Proposal tramples fundamental rights

The proposed ban on smoking in “public” places, including bars and restaurants, that the Ingham County Board of Commissioners is currently considering is based on a misunderstanding of property rights. Bars and restaurants are not public places.

Government, at all levels, has moved to ban smoking in true public places like libraries and courthouses. They are government buildings funded by taxpayer dollars.

It is quite different, however, to apply that same logic to private establishments. I do not have the right to sit in a campus bar and force people to extinguish their cigarettes just as I don’t have the right to a free drink. It is a privately owned establishment and the owner can set the rules. Should I have the right to go in barefoot or shirtless if I choose? Hardly.

The same goes for the employees.
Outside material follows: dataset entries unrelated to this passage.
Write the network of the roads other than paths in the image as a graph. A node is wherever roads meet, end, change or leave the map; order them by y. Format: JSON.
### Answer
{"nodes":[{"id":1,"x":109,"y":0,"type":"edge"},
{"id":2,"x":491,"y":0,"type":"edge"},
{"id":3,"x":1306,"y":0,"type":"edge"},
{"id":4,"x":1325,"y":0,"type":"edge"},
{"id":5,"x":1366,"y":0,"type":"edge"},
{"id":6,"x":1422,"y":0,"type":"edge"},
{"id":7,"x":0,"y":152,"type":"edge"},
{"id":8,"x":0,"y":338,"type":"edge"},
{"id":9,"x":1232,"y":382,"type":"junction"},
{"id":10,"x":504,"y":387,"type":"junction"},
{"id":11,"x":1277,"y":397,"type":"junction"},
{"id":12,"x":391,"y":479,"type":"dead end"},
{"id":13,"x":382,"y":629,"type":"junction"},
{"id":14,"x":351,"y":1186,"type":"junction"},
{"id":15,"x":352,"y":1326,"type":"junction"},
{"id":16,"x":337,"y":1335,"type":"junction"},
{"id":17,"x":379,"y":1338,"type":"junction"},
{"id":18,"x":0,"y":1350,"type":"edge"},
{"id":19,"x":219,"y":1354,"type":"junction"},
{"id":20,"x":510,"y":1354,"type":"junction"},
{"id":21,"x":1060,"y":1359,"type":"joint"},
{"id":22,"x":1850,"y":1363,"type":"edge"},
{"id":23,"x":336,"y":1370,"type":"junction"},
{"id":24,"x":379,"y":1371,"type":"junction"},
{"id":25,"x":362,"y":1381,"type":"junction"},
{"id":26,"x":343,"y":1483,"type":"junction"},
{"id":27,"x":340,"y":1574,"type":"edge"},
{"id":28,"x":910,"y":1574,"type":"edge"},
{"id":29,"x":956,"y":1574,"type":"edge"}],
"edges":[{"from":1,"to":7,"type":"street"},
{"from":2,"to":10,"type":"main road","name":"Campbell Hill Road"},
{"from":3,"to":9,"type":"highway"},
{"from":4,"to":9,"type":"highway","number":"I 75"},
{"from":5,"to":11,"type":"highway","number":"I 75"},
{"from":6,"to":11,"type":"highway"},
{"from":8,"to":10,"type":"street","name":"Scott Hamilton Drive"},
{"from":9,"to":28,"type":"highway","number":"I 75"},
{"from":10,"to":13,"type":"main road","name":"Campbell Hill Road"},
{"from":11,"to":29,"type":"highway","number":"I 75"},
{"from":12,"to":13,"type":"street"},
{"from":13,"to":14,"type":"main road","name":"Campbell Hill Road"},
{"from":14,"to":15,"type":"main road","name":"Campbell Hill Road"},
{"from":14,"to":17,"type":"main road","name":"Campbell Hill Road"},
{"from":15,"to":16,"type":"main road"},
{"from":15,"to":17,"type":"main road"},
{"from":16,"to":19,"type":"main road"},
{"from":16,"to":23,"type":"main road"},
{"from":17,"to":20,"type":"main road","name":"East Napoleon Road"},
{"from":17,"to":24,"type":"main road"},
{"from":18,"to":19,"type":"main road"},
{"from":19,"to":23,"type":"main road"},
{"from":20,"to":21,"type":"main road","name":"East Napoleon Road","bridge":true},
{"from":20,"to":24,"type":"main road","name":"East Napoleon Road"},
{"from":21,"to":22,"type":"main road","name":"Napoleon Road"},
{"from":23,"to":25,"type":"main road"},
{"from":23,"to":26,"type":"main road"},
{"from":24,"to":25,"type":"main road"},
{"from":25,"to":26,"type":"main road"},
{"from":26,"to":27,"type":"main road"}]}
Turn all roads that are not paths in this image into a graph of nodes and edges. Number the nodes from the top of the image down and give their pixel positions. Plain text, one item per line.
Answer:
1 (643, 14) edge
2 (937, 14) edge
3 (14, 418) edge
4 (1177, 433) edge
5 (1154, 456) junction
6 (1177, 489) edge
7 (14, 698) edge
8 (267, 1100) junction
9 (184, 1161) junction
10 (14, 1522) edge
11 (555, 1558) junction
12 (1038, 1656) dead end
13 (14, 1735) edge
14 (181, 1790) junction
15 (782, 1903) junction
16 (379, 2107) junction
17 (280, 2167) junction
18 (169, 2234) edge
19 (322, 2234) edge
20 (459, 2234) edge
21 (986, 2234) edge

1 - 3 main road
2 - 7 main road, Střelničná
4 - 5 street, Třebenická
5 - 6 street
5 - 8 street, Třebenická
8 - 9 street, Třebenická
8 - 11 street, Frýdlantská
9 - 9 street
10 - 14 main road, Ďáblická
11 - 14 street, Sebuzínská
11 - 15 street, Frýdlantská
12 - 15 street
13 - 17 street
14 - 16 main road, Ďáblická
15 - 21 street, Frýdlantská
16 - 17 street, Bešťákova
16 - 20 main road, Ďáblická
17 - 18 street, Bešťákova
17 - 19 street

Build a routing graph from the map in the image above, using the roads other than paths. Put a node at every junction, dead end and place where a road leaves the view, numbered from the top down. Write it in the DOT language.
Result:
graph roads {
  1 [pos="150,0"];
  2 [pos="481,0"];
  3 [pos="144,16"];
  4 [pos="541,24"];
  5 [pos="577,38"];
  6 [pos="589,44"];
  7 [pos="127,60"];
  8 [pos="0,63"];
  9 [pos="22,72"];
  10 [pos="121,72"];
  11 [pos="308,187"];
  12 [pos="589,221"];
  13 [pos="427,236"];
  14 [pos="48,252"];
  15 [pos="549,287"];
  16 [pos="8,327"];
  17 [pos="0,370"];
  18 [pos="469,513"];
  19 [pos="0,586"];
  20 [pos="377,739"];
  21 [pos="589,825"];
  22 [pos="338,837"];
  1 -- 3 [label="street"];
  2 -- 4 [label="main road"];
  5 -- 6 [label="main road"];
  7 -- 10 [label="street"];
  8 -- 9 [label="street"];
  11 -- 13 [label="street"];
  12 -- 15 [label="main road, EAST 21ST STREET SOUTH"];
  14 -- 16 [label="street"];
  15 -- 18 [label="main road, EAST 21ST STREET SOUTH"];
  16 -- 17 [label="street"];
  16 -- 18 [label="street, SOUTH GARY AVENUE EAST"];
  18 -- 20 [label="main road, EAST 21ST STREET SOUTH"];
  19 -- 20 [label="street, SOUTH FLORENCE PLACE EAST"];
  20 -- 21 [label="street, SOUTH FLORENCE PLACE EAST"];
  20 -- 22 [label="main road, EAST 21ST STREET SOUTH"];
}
A waitress or bartender does not have the right to a smoke-free workplace just as a construction worker does not have the right to a quiet work environment. Employment and conditions of employment are not fundamental rights protected by the Constitution.

The proposal, which is being lobbied for by the American Lung Association of Michigan, is a classic example of how advocacy organizations are blind to any concerns other than their own. The association is in the business of improving people’s lungs regardless of what liberties and freedoms it trounces.

The association should be able to accomplish its goal of ridding private bars and restaurants of smoke without the help of government. It could provide incentives for establishments to do away with their smoking sections and raise public awareness about the dangers of smoking to bring pressure on those bars and restaurants that resist.

This wouldn’t be easy and that is why they’ve chosen to go the other route, getting government to do the dirty work. No one can argue that smoking is good for you, and there are volumes of evidence that secondhand smoke is harmful as well. But the ends do not justify the means.

Organizations like the American Lung Association have the public’s health in mind when they advocate smoking bans, but they do not have the public’s rights in mind. Numerous societal ills and bad habits could be remedied with government intervention, but at what cost?

Proponents of smoking bans should advocate voluntary programs rather than those that rely on force to accomplish their goals.